### What you should do
All lines in the records below that hold "roads" are to be shown.

### Material provided
⟨

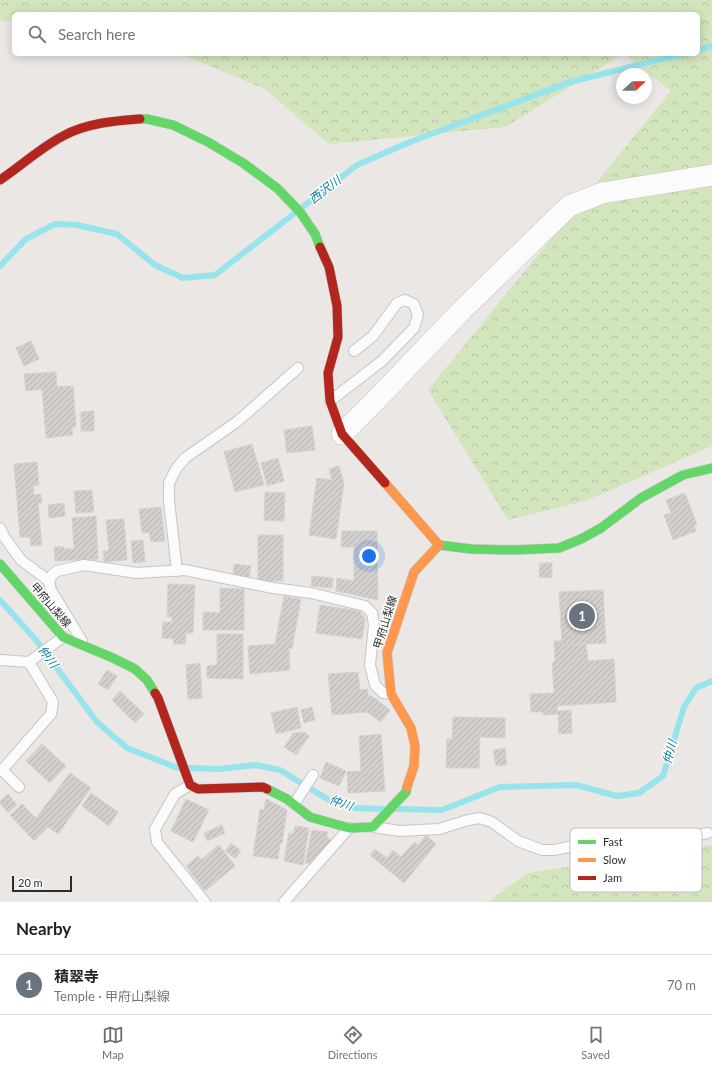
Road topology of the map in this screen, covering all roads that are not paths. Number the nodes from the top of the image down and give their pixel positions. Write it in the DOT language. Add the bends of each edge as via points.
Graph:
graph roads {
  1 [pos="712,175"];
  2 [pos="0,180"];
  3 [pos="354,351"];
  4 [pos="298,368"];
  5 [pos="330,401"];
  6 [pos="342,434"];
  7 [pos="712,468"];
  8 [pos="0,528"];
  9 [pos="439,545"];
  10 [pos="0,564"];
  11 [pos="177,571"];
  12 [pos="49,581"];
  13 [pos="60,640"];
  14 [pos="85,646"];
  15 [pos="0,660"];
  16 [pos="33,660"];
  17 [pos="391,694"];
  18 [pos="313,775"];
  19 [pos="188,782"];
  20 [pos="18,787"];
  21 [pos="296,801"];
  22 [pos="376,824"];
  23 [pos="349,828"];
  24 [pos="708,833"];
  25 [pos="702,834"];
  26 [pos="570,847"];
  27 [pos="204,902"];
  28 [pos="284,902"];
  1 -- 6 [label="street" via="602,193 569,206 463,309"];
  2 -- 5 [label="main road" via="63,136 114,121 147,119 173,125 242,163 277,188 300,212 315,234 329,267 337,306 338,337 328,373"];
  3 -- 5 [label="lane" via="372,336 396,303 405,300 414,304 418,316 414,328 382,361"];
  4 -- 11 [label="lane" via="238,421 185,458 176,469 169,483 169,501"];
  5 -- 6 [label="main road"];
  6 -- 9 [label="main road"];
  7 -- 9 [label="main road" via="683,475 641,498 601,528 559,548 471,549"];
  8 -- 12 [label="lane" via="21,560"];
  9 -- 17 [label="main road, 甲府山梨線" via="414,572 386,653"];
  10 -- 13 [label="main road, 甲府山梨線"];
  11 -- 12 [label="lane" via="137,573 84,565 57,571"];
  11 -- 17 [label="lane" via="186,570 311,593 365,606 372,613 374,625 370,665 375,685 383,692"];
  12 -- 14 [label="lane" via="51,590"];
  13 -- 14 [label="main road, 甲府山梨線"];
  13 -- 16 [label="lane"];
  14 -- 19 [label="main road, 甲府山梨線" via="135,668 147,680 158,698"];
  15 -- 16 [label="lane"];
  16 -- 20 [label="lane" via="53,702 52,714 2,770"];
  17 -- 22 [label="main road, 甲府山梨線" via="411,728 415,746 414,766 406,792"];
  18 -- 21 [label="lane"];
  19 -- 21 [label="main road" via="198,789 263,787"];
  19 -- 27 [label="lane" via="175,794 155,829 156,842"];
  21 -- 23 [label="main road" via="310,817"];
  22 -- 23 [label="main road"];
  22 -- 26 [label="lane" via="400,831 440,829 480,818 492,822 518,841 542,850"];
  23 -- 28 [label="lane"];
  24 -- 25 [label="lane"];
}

⟩

### Answer section
Road topology of the map in this screen, covering all roads that are not paths. Number the nodes from the top of the image down and give their pixel positions. Write it in the DOT language. Add the bends of each edge as via points.
graph roads {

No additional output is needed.